§ **Task item**
Copy out each line of the entries below in which the string "junction" appears.

§ **Exercise input**
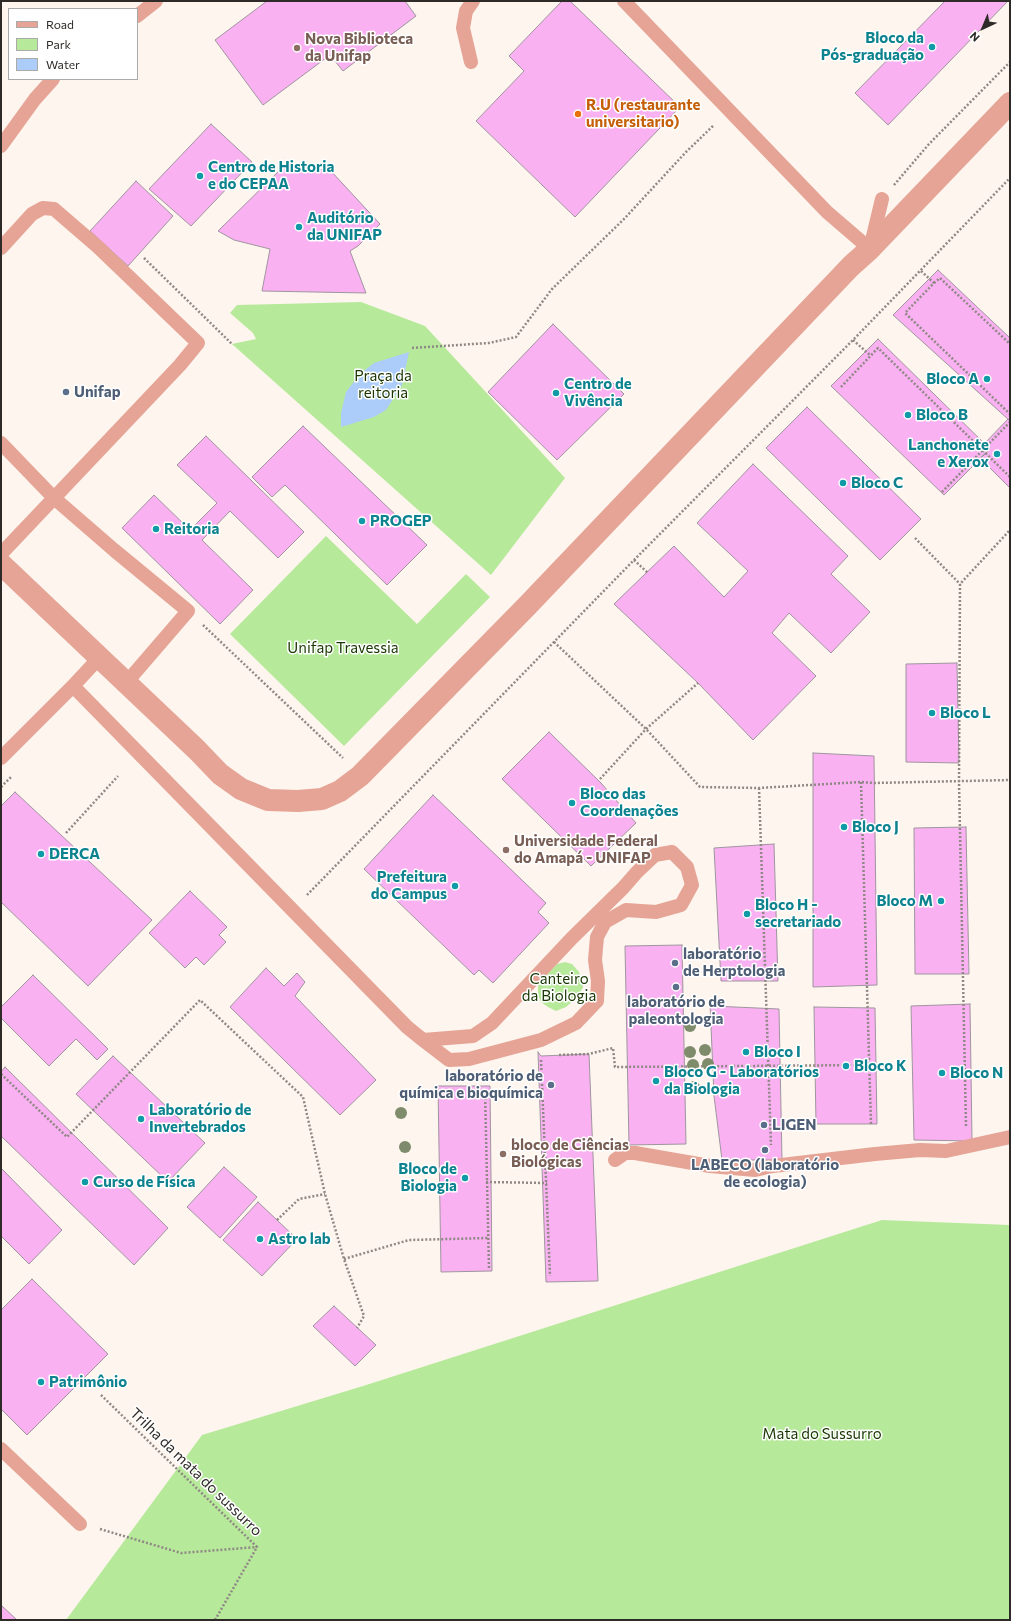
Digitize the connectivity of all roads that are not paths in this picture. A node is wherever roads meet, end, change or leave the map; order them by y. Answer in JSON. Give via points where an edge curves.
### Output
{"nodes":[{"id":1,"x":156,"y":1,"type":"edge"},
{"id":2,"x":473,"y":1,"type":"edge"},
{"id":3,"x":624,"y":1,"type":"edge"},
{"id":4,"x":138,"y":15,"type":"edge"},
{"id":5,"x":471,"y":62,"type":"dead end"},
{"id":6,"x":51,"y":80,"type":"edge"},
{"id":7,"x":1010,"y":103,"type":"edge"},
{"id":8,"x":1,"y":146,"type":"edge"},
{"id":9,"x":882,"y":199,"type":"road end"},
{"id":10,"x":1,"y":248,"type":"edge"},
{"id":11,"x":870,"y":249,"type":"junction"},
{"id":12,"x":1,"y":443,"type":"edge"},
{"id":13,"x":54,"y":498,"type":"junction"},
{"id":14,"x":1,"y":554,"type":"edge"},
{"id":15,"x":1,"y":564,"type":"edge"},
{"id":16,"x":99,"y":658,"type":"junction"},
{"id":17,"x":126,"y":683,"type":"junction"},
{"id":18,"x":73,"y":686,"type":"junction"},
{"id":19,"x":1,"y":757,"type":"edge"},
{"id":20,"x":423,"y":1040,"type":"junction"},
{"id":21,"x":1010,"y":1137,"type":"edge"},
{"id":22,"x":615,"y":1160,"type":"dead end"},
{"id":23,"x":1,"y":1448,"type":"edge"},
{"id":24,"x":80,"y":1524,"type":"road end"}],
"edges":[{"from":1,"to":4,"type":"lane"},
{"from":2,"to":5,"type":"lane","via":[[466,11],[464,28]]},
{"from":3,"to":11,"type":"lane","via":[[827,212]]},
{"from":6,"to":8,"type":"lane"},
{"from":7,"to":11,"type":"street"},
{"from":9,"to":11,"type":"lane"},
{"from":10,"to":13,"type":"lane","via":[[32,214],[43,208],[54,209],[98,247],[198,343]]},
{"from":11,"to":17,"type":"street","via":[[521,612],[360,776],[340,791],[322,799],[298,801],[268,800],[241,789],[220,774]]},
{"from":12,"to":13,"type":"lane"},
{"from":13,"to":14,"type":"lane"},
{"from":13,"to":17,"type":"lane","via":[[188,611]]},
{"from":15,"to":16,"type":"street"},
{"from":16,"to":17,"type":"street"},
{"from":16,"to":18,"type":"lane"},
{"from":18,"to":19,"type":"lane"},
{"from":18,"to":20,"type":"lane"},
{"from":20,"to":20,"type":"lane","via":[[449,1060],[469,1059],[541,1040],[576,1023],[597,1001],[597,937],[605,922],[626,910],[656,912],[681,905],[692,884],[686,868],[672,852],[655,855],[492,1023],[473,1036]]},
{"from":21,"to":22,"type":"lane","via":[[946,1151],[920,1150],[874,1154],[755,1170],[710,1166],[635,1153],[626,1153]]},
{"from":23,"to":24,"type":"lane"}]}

§ **Reply to the exercise**
{"id":11,"x":870,"y":249,"type":"junction"},
{"id":13,"x":54,"y":498,"type":"junction"},
{"id":16,"x":99,"y":658,"type":"junction"},
{"id":17,"x":126,"y":683,"type":"junction"},
{"id":18,"x":73,"y":686,"type":"junction"},
{"id":20,"x":423,"y":1040,"type":"junction"},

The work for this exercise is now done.